Haircut at Pop’s and Omar’s

Posted by Dale @ 2:37 pm in Deployment, FOB Life

Last Saturday, I got the best haircut I have had in years. I went to Pop’s and Omar’s at around 1030 in the morning. There were 3 barbers working and about 6 guys in line in front of me. I ended up waiting for almost an hour before my turn came. The barber really took his time with the clippers and scissors. I didn’t think I had enough hair to keep him busy for very long, but I guess I was wrong. After he was done cutting my hair, he used the straight razor to clean up around the ears and on the neck. That was really nice. After that, he then trimmed my eyebrows. I know that my bushy brows can scare children, so everyone in the office appreciated that touch. Finally, he picked up what appeared to be a surgical clamp with some gauze on the end. After lighting the gauze, he burned the fuzz off my ears! I was in shock.

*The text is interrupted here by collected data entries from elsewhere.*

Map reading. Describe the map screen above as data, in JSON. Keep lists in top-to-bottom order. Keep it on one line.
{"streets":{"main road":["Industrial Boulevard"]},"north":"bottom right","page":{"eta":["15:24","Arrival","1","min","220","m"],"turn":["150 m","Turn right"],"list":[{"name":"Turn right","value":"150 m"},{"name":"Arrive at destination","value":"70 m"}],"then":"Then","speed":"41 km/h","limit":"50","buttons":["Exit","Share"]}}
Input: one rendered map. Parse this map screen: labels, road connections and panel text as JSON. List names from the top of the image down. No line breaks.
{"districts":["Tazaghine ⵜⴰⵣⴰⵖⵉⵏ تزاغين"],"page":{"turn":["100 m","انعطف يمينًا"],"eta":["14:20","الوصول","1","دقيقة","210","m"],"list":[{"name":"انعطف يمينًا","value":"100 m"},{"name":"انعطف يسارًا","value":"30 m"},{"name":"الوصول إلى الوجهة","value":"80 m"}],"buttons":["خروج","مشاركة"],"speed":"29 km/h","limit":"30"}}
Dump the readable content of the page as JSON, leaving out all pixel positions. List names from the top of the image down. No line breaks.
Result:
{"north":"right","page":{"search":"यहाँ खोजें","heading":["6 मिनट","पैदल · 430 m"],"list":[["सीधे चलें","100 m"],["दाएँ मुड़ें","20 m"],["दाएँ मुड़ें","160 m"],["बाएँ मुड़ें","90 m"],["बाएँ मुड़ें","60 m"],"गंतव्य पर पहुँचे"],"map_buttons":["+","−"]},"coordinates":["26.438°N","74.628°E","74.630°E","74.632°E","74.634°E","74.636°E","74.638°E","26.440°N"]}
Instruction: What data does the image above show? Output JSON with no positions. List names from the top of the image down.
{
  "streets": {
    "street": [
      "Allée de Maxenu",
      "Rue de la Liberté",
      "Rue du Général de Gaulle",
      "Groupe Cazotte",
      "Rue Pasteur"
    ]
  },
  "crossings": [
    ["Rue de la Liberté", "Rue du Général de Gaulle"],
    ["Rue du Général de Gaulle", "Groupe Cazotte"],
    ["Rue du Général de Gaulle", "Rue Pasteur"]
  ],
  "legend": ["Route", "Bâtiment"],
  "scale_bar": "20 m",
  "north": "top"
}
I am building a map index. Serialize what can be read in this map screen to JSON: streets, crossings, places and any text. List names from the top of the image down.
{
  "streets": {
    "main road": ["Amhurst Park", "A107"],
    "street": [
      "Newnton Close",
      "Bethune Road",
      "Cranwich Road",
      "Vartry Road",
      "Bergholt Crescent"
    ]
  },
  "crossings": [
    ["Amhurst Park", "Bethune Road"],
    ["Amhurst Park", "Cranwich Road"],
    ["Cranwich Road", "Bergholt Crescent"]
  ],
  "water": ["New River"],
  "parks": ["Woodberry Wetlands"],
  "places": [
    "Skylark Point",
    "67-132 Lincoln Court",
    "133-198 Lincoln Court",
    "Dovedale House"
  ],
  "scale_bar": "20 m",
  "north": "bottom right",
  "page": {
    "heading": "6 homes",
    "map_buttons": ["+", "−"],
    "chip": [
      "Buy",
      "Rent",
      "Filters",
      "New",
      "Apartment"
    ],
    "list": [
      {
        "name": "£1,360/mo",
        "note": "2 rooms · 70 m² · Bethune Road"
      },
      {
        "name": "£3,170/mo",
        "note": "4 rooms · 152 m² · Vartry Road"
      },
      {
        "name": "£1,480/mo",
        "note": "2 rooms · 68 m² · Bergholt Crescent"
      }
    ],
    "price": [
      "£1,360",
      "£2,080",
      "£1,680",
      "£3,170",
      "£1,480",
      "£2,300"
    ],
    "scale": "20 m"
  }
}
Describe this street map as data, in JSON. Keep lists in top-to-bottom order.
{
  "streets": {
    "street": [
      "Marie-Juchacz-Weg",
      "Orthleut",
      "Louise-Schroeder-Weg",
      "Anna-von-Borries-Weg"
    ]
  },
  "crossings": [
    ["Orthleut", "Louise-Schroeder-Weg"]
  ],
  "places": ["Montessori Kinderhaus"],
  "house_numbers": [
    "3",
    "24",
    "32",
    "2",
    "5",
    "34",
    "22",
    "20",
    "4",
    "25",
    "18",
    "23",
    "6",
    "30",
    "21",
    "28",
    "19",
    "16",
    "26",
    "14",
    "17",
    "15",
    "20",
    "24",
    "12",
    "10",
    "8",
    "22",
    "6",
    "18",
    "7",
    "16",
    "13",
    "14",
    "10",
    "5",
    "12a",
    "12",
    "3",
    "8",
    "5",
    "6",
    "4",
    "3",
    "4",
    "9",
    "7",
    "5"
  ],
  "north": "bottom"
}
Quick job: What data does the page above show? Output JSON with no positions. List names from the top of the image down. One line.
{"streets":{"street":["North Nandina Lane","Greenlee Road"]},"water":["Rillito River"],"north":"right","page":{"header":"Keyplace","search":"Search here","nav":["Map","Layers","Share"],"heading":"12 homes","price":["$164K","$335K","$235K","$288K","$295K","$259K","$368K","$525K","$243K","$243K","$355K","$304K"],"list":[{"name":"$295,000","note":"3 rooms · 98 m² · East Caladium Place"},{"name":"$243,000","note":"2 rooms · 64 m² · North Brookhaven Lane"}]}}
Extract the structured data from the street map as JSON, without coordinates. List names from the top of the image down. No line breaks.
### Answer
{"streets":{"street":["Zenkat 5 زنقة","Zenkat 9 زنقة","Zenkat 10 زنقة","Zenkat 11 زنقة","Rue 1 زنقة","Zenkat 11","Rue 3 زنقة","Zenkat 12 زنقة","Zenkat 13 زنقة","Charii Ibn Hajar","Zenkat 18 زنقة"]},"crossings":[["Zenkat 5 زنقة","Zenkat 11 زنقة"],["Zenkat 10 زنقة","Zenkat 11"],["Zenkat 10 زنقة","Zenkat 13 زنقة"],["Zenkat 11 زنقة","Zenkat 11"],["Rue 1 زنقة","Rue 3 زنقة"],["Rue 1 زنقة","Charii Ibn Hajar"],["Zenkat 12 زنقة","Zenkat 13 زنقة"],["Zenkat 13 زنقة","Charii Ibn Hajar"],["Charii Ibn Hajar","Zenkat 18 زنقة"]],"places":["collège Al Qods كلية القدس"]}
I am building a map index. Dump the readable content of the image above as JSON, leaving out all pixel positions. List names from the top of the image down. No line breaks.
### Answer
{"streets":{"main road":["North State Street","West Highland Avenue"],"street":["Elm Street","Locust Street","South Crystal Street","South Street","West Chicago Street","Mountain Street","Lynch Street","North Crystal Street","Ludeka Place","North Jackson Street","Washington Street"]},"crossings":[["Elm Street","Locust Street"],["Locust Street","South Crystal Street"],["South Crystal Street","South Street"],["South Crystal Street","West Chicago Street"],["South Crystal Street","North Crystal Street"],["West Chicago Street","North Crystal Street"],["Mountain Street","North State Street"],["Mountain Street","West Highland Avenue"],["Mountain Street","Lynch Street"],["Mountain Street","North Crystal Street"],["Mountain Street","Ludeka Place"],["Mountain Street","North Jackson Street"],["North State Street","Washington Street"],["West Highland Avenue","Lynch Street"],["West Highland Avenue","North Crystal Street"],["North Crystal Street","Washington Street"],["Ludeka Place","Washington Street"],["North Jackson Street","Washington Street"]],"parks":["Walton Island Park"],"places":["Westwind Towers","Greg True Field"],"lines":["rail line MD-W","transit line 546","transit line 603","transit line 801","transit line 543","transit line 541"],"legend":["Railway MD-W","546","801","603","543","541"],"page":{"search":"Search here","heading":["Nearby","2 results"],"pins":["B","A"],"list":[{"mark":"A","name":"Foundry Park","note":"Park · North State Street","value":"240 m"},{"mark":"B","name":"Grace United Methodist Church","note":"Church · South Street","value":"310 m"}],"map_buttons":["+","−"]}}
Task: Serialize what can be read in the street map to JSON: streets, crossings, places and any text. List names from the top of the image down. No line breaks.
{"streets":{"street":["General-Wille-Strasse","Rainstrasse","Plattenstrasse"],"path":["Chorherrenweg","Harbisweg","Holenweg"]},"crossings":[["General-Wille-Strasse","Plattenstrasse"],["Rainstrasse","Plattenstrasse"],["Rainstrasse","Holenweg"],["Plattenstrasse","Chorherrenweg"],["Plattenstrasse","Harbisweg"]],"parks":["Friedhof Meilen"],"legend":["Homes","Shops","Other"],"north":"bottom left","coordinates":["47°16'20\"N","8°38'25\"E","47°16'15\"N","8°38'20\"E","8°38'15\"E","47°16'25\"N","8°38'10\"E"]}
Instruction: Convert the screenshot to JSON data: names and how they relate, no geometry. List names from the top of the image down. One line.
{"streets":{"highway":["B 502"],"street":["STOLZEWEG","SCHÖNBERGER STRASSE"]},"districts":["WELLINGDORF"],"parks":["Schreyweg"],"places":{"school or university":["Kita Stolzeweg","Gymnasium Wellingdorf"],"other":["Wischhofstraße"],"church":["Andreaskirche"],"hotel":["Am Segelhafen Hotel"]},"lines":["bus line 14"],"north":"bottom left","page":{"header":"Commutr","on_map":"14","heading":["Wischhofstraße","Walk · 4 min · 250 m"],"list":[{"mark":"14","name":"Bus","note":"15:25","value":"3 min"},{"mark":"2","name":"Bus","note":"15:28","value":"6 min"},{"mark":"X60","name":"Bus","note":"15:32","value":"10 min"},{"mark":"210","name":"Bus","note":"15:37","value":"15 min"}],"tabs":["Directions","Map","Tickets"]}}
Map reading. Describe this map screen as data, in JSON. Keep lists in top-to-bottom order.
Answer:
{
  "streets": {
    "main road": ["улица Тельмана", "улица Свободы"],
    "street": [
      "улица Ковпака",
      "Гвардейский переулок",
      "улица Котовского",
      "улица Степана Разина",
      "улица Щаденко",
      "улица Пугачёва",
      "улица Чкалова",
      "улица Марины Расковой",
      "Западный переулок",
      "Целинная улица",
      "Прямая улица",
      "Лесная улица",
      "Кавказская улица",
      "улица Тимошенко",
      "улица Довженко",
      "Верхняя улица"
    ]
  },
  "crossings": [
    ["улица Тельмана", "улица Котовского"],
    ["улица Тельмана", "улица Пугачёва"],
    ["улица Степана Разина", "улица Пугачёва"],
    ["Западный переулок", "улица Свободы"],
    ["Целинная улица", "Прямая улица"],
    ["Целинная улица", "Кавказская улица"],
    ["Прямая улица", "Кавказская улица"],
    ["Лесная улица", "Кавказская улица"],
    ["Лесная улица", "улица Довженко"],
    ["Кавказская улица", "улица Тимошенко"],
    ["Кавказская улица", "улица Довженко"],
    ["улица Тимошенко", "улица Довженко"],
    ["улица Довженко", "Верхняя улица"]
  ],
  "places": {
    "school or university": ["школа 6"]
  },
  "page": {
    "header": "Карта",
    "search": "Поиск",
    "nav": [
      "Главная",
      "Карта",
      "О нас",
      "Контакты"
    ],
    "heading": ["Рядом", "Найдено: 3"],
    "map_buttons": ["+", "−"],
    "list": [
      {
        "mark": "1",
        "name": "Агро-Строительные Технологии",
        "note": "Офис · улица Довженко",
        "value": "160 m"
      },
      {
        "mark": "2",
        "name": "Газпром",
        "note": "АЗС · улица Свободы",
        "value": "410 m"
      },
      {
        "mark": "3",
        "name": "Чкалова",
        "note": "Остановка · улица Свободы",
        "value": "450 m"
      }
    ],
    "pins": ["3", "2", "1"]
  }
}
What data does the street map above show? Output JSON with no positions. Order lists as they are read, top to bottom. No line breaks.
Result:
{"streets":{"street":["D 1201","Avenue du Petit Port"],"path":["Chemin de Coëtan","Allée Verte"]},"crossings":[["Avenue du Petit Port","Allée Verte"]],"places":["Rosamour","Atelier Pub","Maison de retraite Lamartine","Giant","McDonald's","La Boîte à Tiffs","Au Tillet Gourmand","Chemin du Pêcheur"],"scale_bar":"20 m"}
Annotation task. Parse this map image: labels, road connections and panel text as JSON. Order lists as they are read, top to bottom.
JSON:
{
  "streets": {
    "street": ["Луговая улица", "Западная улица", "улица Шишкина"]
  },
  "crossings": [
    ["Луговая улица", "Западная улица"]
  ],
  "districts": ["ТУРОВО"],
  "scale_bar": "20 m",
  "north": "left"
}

I have had many encounters with fire. I remember one time when Jeff and Rayford (our cousin) burned down the barn while I was in it. Also, the highlight of every family Christmas celebration for my mother’s side of the family included a fun little game called fireball. Joey and I almost burned down someone’s dock setting off fireworks one time. I could go on and on, but you will notice that none of these encounters included a barber.

I guess about the only thing left is for the barber to start plucking my nose hairs.

(This post was not pre-approved by the Editor prior to posting!)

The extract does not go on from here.